Michael: For a front end developer, I would look more to their ability to effectively build on the front end. That’s one question I would ask a front end developer. I think that it’s very important to tell your process to the role. Full site developers are kind of a little of a unique animal in that respect which is why they’re considered to be unicorns, you have to be good in a bunch of different respects but everyone has their strengths and weaknesses. If you want to build your team, there’s like a couple of ways to build a team, you can build it so that you have lots of different people who are specialists and you can have order of magnitude generalists. It’s really more a question of what’s right for your company. Every company is unique, it’s kind of what’s the—I think it’s Tolstoy which is, “Every happy family is alike in the same way. Every unhappy family is unique in its own way.” And it’s the same thing with companies in that every company is absolutely unique. And so you have to figure out, do I want to build a team of specialists who all have really good communication skills because that’s going to be critical if you have a lot of different people talking to each other or don’t want to hire these order of magnitude individuals who’ll be harder to find, who will have to be compensated more and are going to– you have this question of it’s kind of a grim term which often comes in the department but there’s the bus factor which is how many people for your team would you be able to remove and still be able to continue if something really horrible happened. And so the point is that if you want to build your team so that you have more redundancy and that people don’t have to feel they’re the only ones able to get over the line sometimes it helps to build a team of different skills.

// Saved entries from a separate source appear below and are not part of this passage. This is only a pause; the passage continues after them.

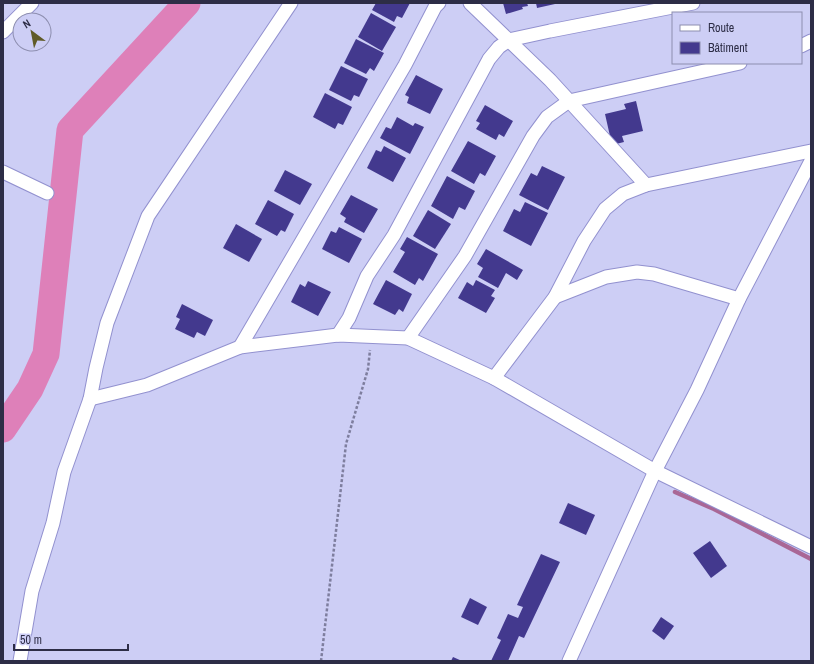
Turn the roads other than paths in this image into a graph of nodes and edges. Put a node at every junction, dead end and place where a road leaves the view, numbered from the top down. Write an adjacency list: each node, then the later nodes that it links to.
1 (32, 3): 6 (street)
2 (292, 3): 23 (street)
3 (439, 3): 21 (street)
4 (470, 3): 7 (street)
5 (693, 3): 7 (street)
6 (3, 32)
7 (509, 40): 11 (street); 19 (street)
8 (811, 41): 9 (street)
9 (802, 46)
10 (736, 64): 11 (street)
11 (569, 101): 15 (street); 20 (street)
12 (811, 151): 15 (street)
13 (811, 161): 18 (street)
14 (3, 172): 16 (street)
15 (646, 185): 17 (street)
16 (47, 193)
17 (555, 296): 18 (street); 22 (street)
18 (739, 299): 24 (street)
19 (338, 335): 20 (street); 21 (street)
20 (408, 338): 22 (street)
21 (240, 347): 23 (street)
22 (494, 378): 24 (street)
23 (90, 399): 26 (street)
24 (655, 471): 25 (street); 27 (street)
25 (811, 547)
26 (20, 661)
27 (569, 661)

Vivek: Yes, got it. So we just have a minute. So maybe you can— any closing thoughts on how do you align recruiting and hiring managers aligning on skills, expectations, the general relationship, how do you strengthen that?
Michael: For me, recruiting is the fundamental engine for companies. If you’re not bringing in candidates, it’s very hard to be able to accomplish your goals. There was this study that Stripe recently funded which is called The Developer Coefficient which showed that it is the limiting factor for companies trying to build you projects and products, is hiring developers. Granted there’s not a talent shortage but it is the limiting factor. And so I think that immense communication between recruiters and engineering managers to be ruthless about tracking metrics and figuring out exactly when you’re deviating from, is your rubric good, are you getting referrals, are you bringing in the candidates? The metrics that I came with personally was 100 candidates—my startup was 100 candidates comes down to ten people who bring on site, to 10 that you do a phone screen, three that you bring onsite and one person you hire. And the better you can make those numbers, meaning the better your processes, the more efficient and effective your company is going to be and that’s going to drive that engine to be able to actually accomplish your team goals and plans.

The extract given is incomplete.